The interactive attracts
- Most people are very fascinated by the interactive part; the fact that you can draw a circle and throw it away, so it becomes a ball in the air. And the way you can press the play button to make things drop down and bounce, depending on how you’ve drawn them, says Jonatan Persson, employee at Algoryx.
He has just landed in Umeå after an intense week in London with the rest of the Algoryx team behind Algodoo. Educationalists and developers from all over the world participated in the conference, including a large number of Swedes. Jonathan is a little surprised that so many people from Sweden found their way to BETT. Only from Västerbotten, over a hundred educationalists and school managers had taken the opportunity to travel down to London.
Algodoo is designed to encourage young people’s own creativity, ability and motivation to construct knowledge.
Algodoo’s target group is children aged 7 to 15 years, and the program can be used both on large interactive blackboards and on personal computers. Algoryx is already collaborating with Intel, who wants to equip their Classmate PC computer with the program. Smart Technologies, a world-leading company in interactive blackboards for schools, is also very interested in the program.
- David Martin, the founder of Smart Technologies, actually used Algodoo at BETT when he showed what their interactive blackboards can be used for. And Intel has also used Algodoo in demonstrations, so we’re getting a lot of help to distribute the product, says Kenneth Bodin, CEO of Algoryx.

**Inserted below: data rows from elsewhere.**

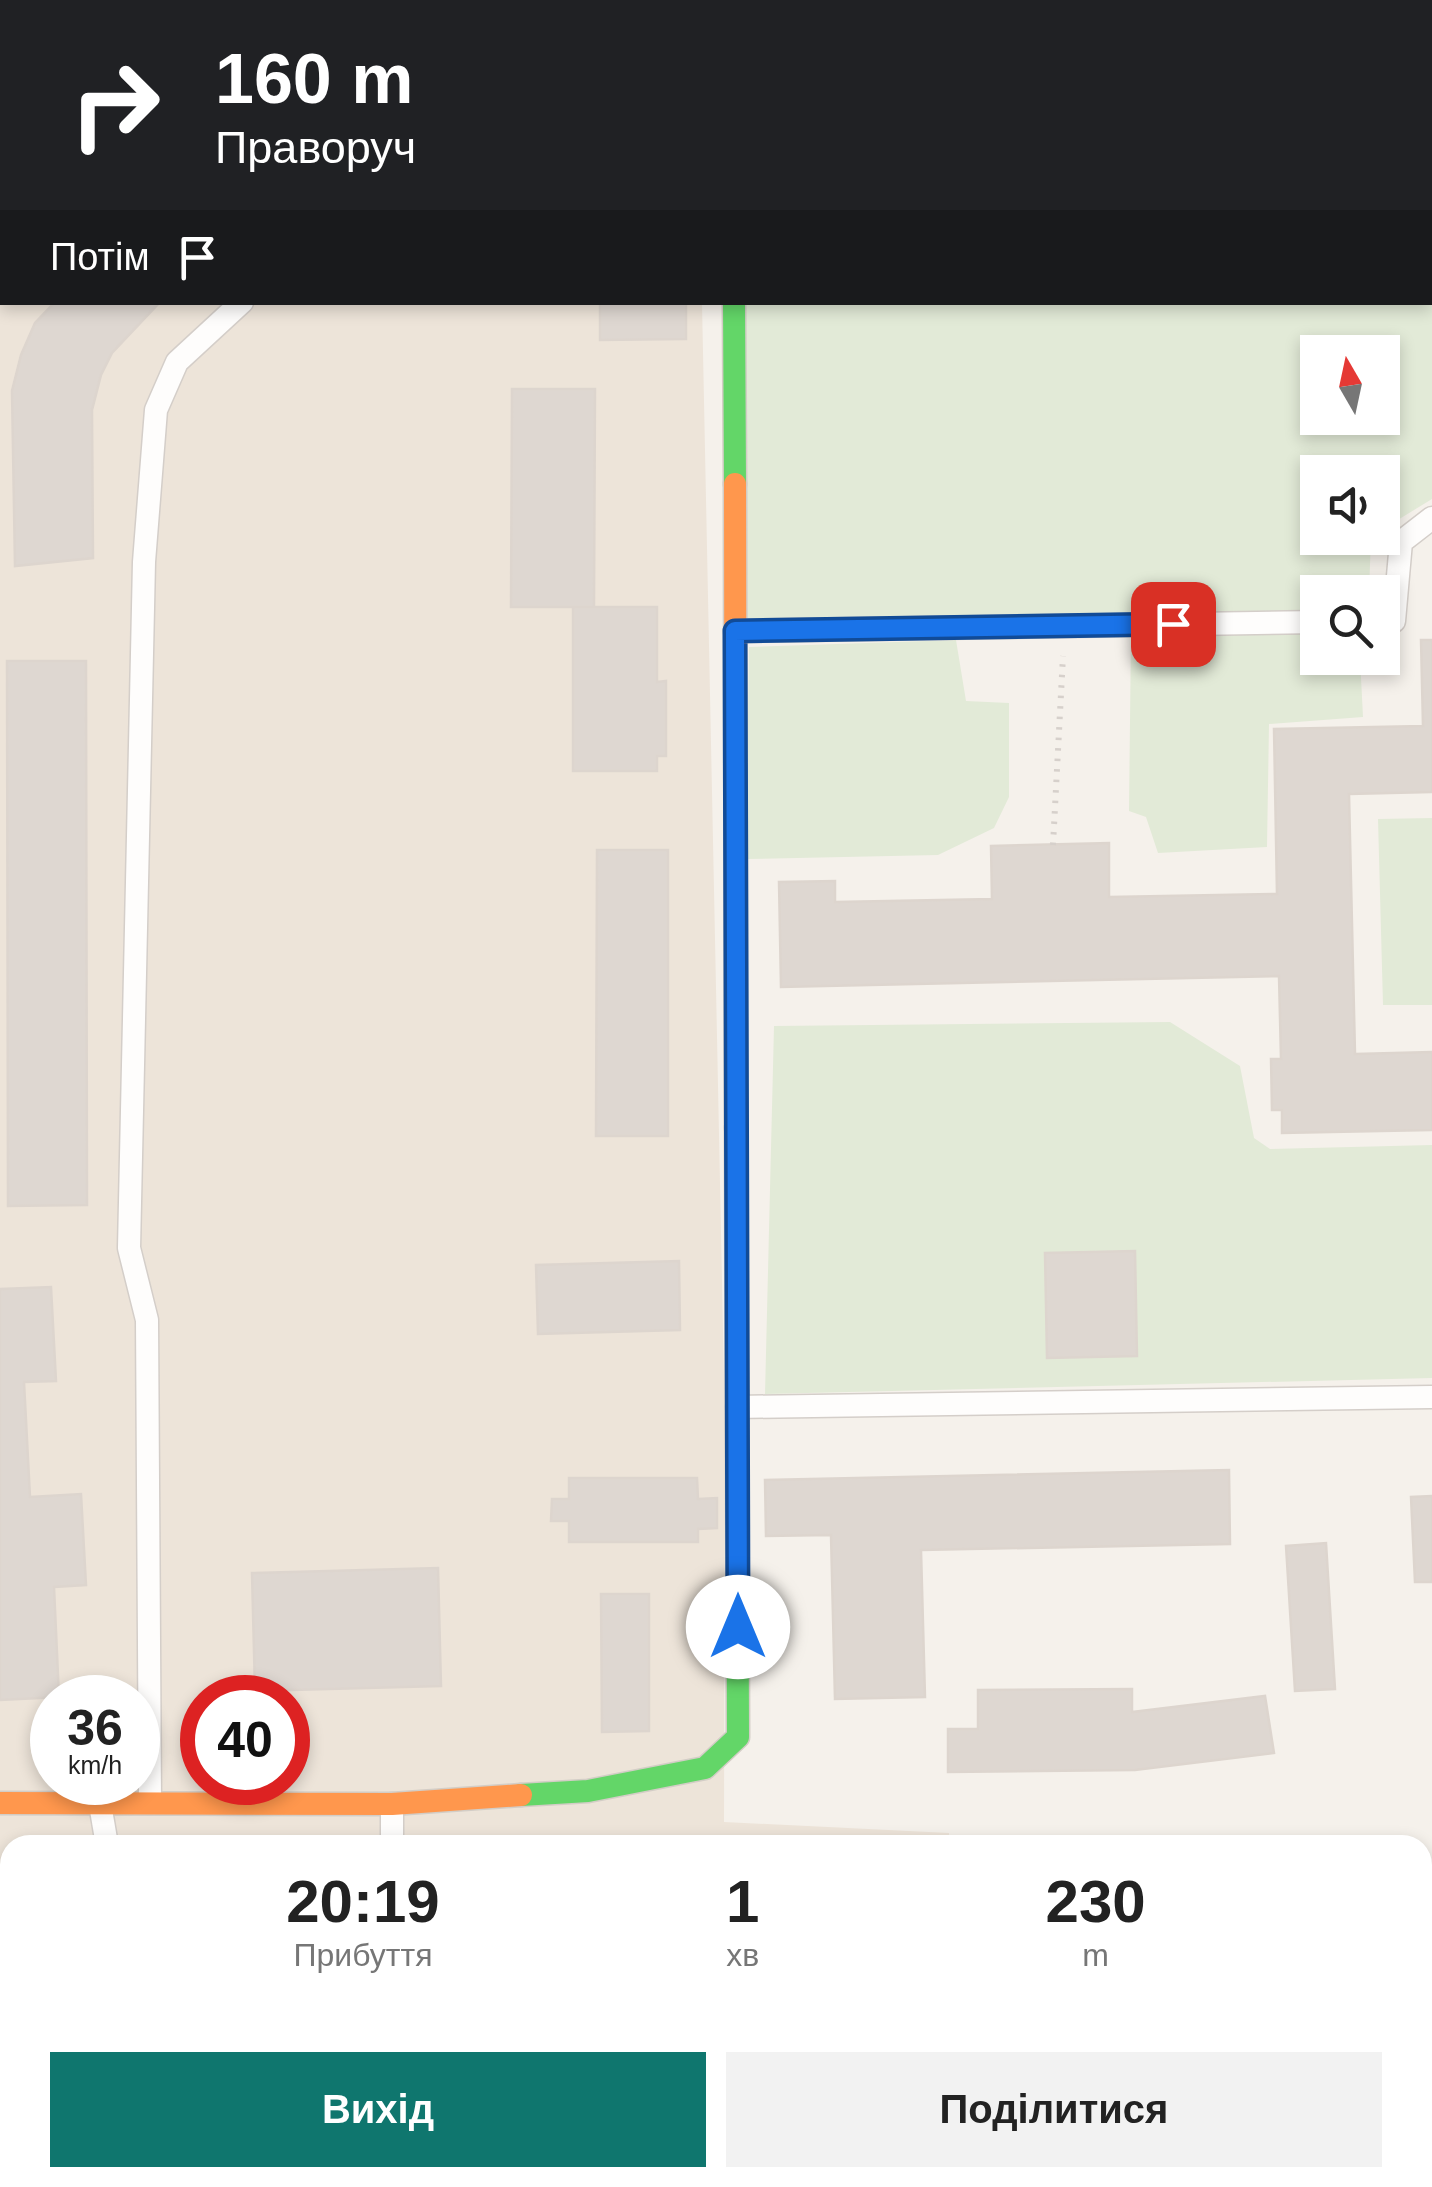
<!DOCTYPE html>
<html lang="uk">
<meta charset="utf-8">
<style>
:root{--surface:#fff;--page:#f2f2f2;--text:#222;--muted:#767676;--accent:#0f766e}
body{margin:0;font-family:Helvetica,sans-serif;background:var(--page);color:var(--text);height:100vh;display:flex;flex-direction:column;font-size:38px;white-space:nowrap}
*{box-sizing:border-box;margin:0}
p{font-size:32px;color:var(--muted)}
.icon{flex:none;width:55px;height:55px;fill:none;stroke:currentColor;stroke-width:2;stroke-linecap:round;stroke-linejoin:round}
.map{position:relative;flex:1;overflow:hidden}
.drawer{position:absolute;left:0px;top:1835px;width:1432px;height:352px;display:flex;flex-direction:column;background:var(--surface);border-radius:30px 30px 0 0;box-shadow:0 5px 15px #0003}
.drawer>*{flex:none}
.guide{position:absolute;left:0px;top:0px;width:1432px;height:305px;box-shadow:0 5px 15px #0003;background:#202124;color:#fff;overflow:hidden}
.needle{width:65px;rotate:351deg}
.tools{position:absolute;left:1300px;top:335px;display:grid;gap:20px}
.tools a{display:grid;place-items:center;width:100px;height:100px;border-radius:0px;background:var(--surface);box-shadow:0 5px 15px #0003;font-size:50px}
.speed{position:absolute;left:30px;top:1675px;display:flex;gap:20px;font-size:50px;font-weight:700;text-align:center}
.speed>*{display:grid;place-content:center;width:130px;height:130px;border-radius:50%;background:var(--surface);box-shadow:0 5px 15px #0003;line-height:1}
.speed small{font-size:25px;font-weight:400}
.speed .limit{border:15px solid #d22;background:#fff;color:#111}
.pin{position:absolute;display:grid;place-items:center;width:85px;height:85px;color:#fff;margin:-42px;border-radius:20px;box-shadow:0 5px 15px #0006}
.me{position:absolute;width:110px;margin:-55px;rotate:0deg;stroke-linejoin:round;filter:drop-shadow(0 0 8px #0008)}
.turn{display:flex;align-items:center;gap:35px;height:210px;padding:0 50px;font-size:45px}
.turn .icon{width:130px;height:130px;stroke-width:2.5}
.turn b{display:block;font-size:70px;line-height:85px}
.then{display:flex;align-items:center;height:95px;padding:0 50px;background:#0003;gap:20px;font-size:38px}
.eta{display:flex;justify-content:space-evenly;align-items:center;height:170px;text-align:center}
.eta b{font-size:60px;font-weight:800;line-height:70px}
.cta{display:flex;gap:20px;margin-top:auto;padding:20px 50px}
.cta a{flex:1;height:115px;border-radius:0px;background:var(--accent);color:#fff;font-size:40px;font-weight:800;line-height:115px;text-align:center}
.cta a+a{background:var(--page);color:var(--text)}
.map>svg:first-child{display:block}
.residential{fill:#ede4d9;fill-rule:evenodd}
.green{fill:#e2ead7;fill-rule:evenodd}
.building{fill:#ded7d1;stroke:#ddd5ce;stroke-width:2.5}
.lines{fill:none;stroke-linecap:round;stroke-linejoin:round}
.lane-casing{stroke:#d4cec9;stroke-width:25}
.fast-casing{stroke:#d3cdc6;stroke-width:25}
.slow-casing{stroke:#d3cdc6;stroke-width:25}
.path{stroke:#d6d0cb;stroke-width:6;stroke-dasharray:2.5 8;stroke-linecap:butt}
.lane{stroke:#fefdfc;stroke-width:22}
.fast{stroke:#63d668;stroke-width:22}
.slow{stroke:#ff974d;stroke-width:22}
.route-casing{stroke:#114b97;stroke-width:25}
.route{stroke:#1a73e8;stroke-width:18}
</style>
<div class="map">
<svg width="1432" height="2187" viewBox="0 0 1432 2187">
<rect width="100%" height="100%" fill="#f5f1eb"/>
<!-- residential -->
<path class="residential" d="M0,0L695,2H2V302L702,303L725,1428L724,1822L949,1833V1845H10V2178H952V2187H0ZM52,1698H138V1782H52ZM202,1698H288V1782H202Z"/>
<!-- green -->
<g class="green">
<polygon points="0,0 716,0 2,2 2,32"/>
<path d="M747,0H1432V499L1383,529L1382,472H1318V538H1371L1369,592H1318L1317,616L746,623L745,303L1430,302V2H746ZM1318,352H1382V418H1318Z"/>
<polygon points="1317,633 1318,658 1360,658 1363,717 1269,724 1267,847 1158,853 1146,817 1129,811 1131,634"/>
<polygon points="956,640 966,701 1009,703 1009,797 994,828 938,855 746,859 749,647"/>
<polygon points="1432,818 1432,1005 1383,1005 1378,819"/>
<path d="M1170,1022L1240,1066L1254,1138L1270,1149L1432,1145V1378L765,1394L774,1026ZM1135,1251L1137,1356L1048,1358L1045,1253Z"/>
<polygon points="1432,2019 1432,2187 1426,2187 1422,2029"/>
</g>
<!-- building -->
<g class="building">
<polygon points="55,302 160,302 112,353 101,375 92,410 93,558 15,566 12,391 21,355 35,323"/>
<polygon points="600,302 686,302 686,339 600,340"/>
<polygon points="512,389 595,389 594,607 511,607"/>
<polygon points="573,607 657,607 657,682 666,681 666,756 657,756 657,771 573,771"/>
<polygon points="1421,640 1432,640 1432,792 1349,794 1355,1054 1432,1052 1432,1130 1282,1133 1282,1110 1272,1110 1271,1059 1281,1059 1279,976 781,987 779,882 835,881 835,902 992,899 991,846 1109,843 1109,897 1277,894 1274,729 1423,726"/>
<polygon points="7,661 86,661 87,1205 8,1206"/>
<polygon points="597,850 668,850 668,1136 596,1136"/>
<polygon points="1135,1251 1137,1356 1047,1358 1045,1253"/>
<polygon points="679,1261 680,1330 538,1334 536,1265"/>
<polygon points="51,1287 56,1381 24,1382 30,1497 81,1494 86,1585 54,1587 59,1697 0,1700 0,1289"/>
<polygon points="1229,1470 1230,1544 921,1550 925,1697 835,1699 831,1535 766,1536 765,1480"/>
<polygon points="569,1478 697,1478 698,1499 717,1498 717,1528 698,1529 698,1542 569,1542 569,1521 551,1521 552,1499 569,1499"/>
<polygon points="1432,1496 1432,1582 1415,1582 1411,1497"/>
<polygon points="1326,1543 1335,1689 1295,1691 1286,1546"/>
<polygon points="438,1568 441,1686 255,1691 252,1573"/>
<polygon points="601,1594 649,1594 649,1731 602,1732"/>
<polygon points="1132,1689 1132,1712 1265,1696 1274,1753 1135,1770 948,1772 948,1729 978,1729 978,1690"/>
<polygon points="0,1869 10,1869 10,1979 1,1979 0,2031"/>
<polygon points="0,2135 10,2135 10,2178 37,2178 37,2187 0,2187"/>
<rect x="176" y="2178" width="50" height="9"/>
<rect x="452" y="2178" width="77" height="9"/>
</g>
<g class="lines">
<defs>
<g id="lane">
<polyline points="738,2 739,0"/>
<polyline points="1382,621 1394,621 1401,542 1432,518"/>
<polyline points="735,631 1318,622"/>
<polyline points="737,1407 1432,1397"/>
<polyline points="150,1803 147,1320 129,1248 144,562 156,410 177,362 242,302"/>
<polyline points="100,1804 107,1845"/>
<polyline points="392,1845 392,1804"/>
<polyline points="261,2178 266,2187"/>
<polyline points="390,2187 390,2178"/>
</g>
<g id="fast">
<polyline points="734,302 735,484"/>
<polyline points="521,1795 588,1791 705,1768 738,1737 736,1128"/>
</g>
<g id="slow">
<polyline points="735,484 736,1128"/>
<polyline points="0,1803 392,1804 521,1795"/>
</g>
</defs>
<!-- lane casing -->
<use href="#lane" class="lane-casing"/>
<!-- fast casing -->
<use href="#fast" class="fast-casing"/>
<!-- slow casing -->
<use href="#slow" class="slow-casing"/>
<!-- path -->
<g class="path">
<polyline points="0,95 2,98"/>
<polyline points="1053,845 1063,656"/>
</g>
<!-- lane -->
<use href="#lane" class="lane"/>
<!-- fast -->
<use href="#fast" class="fast"/>
<!-- slow -->
<use href="#slow" class="slow"/>
</g>
<g class="lines">
<defs>
<polyline id="route" points="738,1627 735,631 1173,624"/>
</defs>
<!-- route casing -->
<use href="#route" class="route-casing"/>
<!-- route -->
<use href="#route" class="route"/>
</g>
</svg>
<div class="tools">
<a><svg class="needle" viewBox="-14 -14 28 28"><path d="M0-13l5 13h-10z" fill="#e53935"/><path d="M0 13l5-13h-10z" fill="#767676"/></svg></a>
<a><svg class="icon" aria-label="sound" viewBox="0 0 24 24"><path d="M4 9h4l5-4v14l-5-4H4zM17 9q2 3 0 6"/></svg></a>
<a><svg class="icon" aria-label="search" viewBox="0 0 24 24"><circle cx="10" cy="10" r="6"/><path d="M15 15l6 6"/></svg></a>
</div>
<div class="speed"><div>36<small>km/h</small></div><div class="limit">40</div></div>
<div class="pin" style="left:1173px;top:624px;background:#d93025"><svg class="icon" aria-label="arrive" viewBox="0 0 24 24"><path d="M6 21V4h12l-3 4 3 4H6"/></svg></div>
<svg class="me" style="left:738px;top:1627px" viewBox="-20 -20 40 40"><circle r="19" fill="#fff"/><path d="M0-13L10 11 0 6-10 11z" fill="#1a73e8"/></svg>
<div class="guide">
<div class="turn"><svg class="icon" aria-label="right" viewBox="0 0 24 24"><path d="M7 20v-9h11M14 6l5 5-5 5"/></svg><div><b>160 m</b>Праворуч</div></div>
<div class="then">Потім<svg class="icon" aria-label="arrive" viewBox="0 0 24 24"><path d="M6 21V4h12l-3 4 3 4H6"/></svg></div>
</div>
<section class="drawer">
<div class="eta">
<div><b>20:19</b><p>Прибуття</p></div>
<div><b>1</b><p>хв</p></div>
<div><b>230</b><p>m</p></div>
</div>
<div class="cta"><a>Вихід</a><a>Поділитися</a></div>
</section>
</div>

Explaining everyday physics
Algodoo is a 2-D simulation environment that enables you to create interactive scenarios in a playful way, with the help of a computer. Running water, a bouncing ball, an accelerating car, or a rocket launched into the air; all of it is physic, and all of it is possible to simulate in Algodoo in a playful way. And precisely that is the key to Algodoo’s success – its easy and instructive way of simulating and explaining everyday physics.
- At the conference, a little boy came up and started using Algodoo. It looked as if he’d used it before, but when I asked him he told me he was a beginner. And yet he learned how to use it straight away, Jonatan Persson recounts.
- Small children should play their way to knowledge. When you’re seven you can use Algodoo to understand that there are movements, that things can bounce off each other, and that they bounce in different ways depending on the material. All of these experiments you can play your way through, and then when you’re a couple of years older you can advance with the program to learn more about the physical powers behind it all, says Kenneth Bodin.
More school ventures
Algodoo is now fully developed for the market and Algoryx has hired Lucia Jonsson as the marketing director to introduce the learning platform to schools.
- We would love to see a special venture among the Umeå schools, and we are also prepared to finance school projects related to physics, using Algodoo, explains Kenneth Bodin.
With that kind of venture, it might very well be in the Umeå region that the next generation of physicists and natural scientists will be found.